Out of the data below, copy every line with the string "absolute".

(Stored data entries)
◇ ◇ ◇ ◇ ◇

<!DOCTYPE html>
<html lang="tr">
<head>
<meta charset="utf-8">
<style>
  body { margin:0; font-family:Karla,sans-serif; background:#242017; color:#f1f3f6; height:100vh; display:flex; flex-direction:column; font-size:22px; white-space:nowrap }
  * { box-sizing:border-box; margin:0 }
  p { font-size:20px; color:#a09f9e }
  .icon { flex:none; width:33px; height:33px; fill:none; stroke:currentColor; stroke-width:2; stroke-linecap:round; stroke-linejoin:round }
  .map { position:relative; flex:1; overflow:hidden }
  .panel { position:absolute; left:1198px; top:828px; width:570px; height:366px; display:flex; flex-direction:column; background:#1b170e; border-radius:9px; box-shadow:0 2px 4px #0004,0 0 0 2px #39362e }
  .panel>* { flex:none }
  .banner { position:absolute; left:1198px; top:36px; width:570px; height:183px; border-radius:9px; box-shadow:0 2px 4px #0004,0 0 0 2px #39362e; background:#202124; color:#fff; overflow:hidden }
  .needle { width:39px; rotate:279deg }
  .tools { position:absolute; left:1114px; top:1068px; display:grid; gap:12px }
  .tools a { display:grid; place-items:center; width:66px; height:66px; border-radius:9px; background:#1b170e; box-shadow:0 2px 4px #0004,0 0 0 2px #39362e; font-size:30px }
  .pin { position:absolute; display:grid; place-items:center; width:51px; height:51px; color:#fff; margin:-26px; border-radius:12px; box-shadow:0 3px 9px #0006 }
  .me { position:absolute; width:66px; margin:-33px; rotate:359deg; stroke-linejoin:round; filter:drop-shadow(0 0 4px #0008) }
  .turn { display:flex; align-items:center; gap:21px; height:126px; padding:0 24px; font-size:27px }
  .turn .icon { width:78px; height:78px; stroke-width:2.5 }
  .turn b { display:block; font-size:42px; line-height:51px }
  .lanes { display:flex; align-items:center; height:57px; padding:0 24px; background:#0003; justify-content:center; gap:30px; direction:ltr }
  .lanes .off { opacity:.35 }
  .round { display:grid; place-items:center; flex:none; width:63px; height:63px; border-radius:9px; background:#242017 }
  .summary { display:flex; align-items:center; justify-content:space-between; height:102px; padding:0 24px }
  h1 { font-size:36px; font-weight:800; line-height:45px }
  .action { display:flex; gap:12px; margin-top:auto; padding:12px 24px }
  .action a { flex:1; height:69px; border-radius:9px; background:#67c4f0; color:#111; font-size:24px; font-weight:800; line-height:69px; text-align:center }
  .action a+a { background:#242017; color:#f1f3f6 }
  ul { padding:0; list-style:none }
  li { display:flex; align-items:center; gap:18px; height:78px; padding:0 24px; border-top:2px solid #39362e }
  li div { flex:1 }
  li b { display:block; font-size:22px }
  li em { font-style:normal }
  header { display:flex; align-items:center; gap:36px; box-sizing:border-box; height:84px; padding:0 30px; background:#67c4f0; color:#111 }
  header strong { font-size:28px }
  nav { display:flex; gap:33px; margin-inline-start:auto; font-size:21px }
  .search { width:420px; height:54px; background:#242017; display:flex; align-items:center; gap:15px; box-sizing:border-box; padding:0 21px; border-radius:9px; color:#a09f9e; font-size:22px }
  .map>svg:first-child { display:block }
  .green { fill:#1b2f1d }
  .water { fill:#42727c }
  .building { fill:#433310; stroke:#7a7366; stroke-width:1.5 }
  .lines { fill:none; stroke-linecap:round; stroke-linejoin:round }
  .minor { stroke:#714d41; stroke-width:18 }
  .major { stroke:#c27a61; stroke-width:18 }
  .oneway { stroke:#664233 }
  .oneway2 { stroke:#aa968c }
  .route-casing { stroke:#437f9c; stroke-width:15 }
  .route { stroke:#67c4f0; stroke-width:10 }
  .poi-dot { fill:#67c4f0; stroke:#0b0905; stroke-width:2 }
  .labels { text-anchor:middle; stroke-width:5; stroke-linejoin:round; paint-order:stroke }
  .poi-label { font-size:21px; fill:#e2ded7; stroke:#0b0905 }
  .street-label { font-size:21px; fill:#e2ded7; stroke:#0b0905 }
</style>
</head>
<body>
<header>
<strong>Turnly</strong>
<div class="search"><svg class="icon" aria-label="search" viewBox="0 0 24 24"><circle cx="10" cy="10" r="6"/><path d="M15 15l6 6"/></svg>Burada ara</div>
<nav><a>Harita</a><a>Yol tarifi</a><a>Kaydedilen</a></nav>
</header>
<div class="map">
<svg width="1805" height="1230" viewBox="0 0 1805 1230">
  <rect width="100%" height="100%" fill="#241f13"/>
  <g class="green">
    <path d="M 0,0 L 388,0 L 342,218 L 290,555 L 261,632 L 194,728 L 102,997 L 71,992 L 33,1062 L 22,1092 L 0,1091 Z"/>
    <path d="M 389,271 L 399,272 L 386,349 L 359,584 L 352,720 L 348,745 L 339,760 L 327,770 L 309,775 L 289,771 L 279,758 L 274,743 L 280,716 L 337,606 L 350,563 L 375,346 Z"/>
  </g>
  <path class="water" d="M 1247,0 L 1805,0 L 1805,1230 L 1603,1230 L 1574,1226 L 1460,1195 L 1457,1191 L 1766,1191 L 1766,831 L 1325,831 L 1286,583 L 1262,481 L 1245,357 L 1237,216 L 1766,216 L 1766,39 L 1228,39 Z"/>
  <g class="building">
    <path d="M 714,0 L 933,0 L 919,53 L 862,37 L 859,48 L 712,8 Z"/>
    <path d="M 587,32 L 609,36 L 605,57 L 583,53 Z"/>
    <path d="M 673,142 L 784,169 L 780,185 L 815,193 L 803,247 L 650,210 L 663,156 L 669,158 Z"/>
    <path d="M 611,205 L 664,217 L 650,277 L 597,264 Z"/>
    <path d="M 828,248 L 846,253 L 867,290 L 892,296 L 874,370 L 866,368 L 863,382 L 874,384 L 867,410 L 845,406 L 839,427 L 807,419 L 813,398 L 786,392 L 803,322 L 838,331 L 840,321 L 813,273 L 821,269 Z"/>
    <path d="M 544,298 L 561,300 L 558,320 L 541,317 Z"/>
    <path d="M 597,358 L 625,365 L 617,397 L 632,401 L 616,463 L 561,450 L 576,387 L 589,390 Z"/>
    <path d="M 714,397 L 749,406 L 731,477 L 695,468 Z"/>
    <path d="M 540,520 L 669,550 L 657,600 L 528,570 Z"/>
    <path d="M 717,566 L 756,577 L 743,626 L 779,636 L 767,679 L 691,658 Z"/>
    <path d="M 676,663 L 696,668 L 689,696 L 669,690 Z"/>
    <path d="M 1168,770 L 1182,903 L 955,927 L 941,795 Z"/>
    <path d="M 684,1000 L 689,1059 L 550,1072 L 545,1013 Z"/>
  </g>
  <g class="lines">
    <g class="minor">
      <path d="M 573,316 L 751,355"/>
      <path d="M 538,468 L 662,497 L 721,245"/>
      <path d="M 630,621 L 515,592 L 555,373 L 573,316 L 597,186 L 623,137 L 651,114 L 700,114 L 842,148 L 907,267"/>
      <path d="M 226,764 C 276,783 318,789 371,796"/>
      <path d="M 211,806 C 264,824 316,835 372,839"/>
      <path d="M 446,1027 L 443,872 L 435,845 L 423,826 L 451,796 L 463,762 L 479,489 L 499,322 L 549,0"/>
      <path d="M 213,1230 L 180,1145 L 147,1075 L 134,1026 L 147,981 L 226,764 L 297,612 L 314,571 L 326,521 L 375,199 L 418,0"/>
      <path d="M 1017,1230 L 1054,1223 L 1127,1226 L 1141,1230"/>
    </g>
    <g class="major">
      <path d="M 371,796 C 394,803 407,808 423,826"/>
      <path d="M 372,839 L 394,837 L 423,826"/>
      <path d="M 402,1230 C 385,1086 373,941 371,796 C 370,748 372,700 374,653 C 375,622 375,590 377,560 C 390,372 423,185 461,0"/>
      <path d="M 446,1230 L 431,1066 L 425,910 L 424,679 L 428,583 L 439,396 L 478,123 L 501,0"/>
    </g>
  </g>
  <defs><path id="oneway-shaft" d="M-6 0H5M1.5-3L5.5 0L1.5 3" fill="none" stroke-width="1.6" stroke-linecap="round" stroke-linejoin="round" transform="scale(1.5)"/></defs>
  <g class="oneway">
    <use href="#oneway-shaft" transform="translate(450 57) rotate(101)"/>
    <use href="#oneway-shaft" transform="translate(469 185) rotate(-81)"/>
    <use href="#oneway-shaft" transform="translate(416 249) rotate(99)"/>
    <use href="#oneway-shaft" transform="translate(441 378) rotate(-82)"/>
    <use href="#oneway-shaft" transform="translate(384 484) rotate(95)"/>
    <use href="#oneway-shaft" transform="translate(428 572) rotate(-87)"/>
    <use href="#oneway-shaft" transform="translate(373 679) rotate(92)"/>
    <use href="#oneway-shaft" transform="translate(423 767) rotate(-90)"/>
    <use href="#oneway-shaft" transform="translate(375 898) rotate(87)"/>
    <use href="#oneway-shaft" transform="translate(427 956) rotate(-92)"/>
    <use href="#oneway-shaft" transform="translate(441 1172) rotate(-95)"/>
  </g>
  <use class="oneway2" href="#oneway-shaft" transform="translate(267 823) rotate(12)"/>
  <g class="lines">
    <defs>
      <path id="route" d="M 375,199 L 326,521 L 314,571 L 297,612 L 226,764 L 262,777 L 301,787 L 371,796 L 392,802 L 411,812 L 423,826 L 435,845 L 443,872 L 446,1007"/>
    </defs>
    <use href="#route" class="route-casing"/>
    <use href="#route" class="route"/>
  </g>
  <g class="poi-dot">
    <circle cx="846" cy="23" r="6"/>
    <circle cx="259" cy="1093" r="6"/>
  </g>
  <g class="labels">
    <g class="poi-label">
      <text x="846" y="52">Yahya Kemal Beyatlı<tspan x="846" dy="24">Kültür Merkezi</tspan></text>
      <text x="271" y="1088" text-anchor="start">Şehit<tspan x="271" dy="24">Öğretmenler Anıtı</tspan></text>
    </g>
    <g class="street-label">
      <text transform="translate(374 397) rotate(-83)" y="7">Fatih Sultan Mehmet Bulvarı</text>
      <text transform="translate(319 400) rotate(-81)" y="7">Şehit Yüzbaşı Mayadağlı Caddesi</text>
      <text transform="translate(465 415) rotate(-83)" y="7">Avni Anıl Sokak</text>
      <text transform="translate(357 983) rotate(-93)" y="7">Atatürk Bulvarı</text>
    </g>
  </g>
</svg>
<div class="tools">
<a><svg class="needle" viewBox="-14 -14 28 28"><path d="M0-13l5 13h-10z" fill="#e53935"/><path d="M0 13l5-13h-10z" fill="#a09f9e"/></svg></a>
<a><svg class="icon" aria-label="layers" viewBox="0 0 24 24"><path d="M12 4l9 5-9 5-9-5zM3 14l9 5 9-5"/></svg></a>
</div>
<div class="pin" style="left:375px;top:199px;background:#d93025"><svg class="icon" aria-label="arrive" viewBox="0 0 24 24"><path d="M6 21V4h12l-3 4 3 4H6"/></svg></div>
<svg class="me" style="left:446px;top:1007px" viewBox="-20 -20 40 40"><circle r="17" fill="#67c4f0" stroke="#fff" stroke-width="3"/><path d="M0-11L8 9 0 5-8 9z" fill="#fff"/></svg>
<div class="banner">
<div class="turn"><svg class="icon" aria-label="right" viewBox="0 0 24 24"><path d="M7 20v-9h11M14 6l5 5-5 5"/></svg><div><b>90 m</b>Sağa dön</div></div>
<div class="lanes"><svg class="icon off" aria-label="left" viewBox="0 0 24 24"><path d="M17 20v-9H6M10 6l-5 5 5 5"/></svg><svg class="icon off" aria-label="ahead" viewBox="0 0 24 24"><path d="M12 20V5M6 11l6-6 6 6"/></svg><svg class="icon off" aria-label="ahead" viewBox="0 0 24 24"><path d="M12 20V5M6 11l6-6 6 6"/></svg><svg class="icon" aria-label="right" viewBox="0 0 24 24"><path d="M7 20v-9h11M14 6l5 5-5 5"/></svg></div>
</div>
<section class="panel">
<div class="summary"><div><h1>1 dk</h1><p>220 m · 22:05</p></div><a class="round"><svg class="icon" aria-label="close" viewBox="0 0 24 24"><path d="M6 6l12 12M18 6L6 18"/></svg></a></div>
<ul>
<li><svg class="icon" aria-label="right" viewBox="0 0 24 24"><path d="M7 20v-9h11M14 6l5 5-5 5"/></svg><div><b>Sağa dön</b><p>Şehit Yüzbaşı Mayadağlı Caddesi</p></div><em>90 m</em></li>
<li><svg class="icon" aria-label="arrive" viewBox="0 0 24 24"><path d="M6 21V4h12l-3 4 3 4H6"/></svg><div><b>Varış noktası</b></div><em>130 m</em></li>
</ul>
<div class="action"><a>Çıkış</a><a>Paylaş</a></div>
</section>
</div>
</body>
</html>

◇ ◇ ◇ ◇ ◇

Written response:
  .panel { position:absolute; left:1198px; top:828px; width:570px; height:366px; display:flex; flex-direction:column; background:#1b170e; border-radius:9px; box-shadow:0 2px 4px #0004,0 0 0 2px #39362e }
  .banner { position:absolute; left:1198px; top:36px; width:570px; height:183px; border-radius:9px; box-shadow:0 2px 4px #0004,0 0 0 2px #39362e; background:#202124; color:#fff; overflow:hidden }
  .tools { position:absolute; left:1114px; top:1068px; display:grid; gap:12px }
  .pin { position:absolute; display:grid; place-items:center; width:51px; height:51px; color:#fff; margin:-26px; border-radius:12px; box-shadow:0 3px 9px #0006 }
  .me { position:absolute; width:66px; margin:-33px; rotate:359deg; stroke-linejoin:round; filter:drop-shadow(0 0 4px #0008) }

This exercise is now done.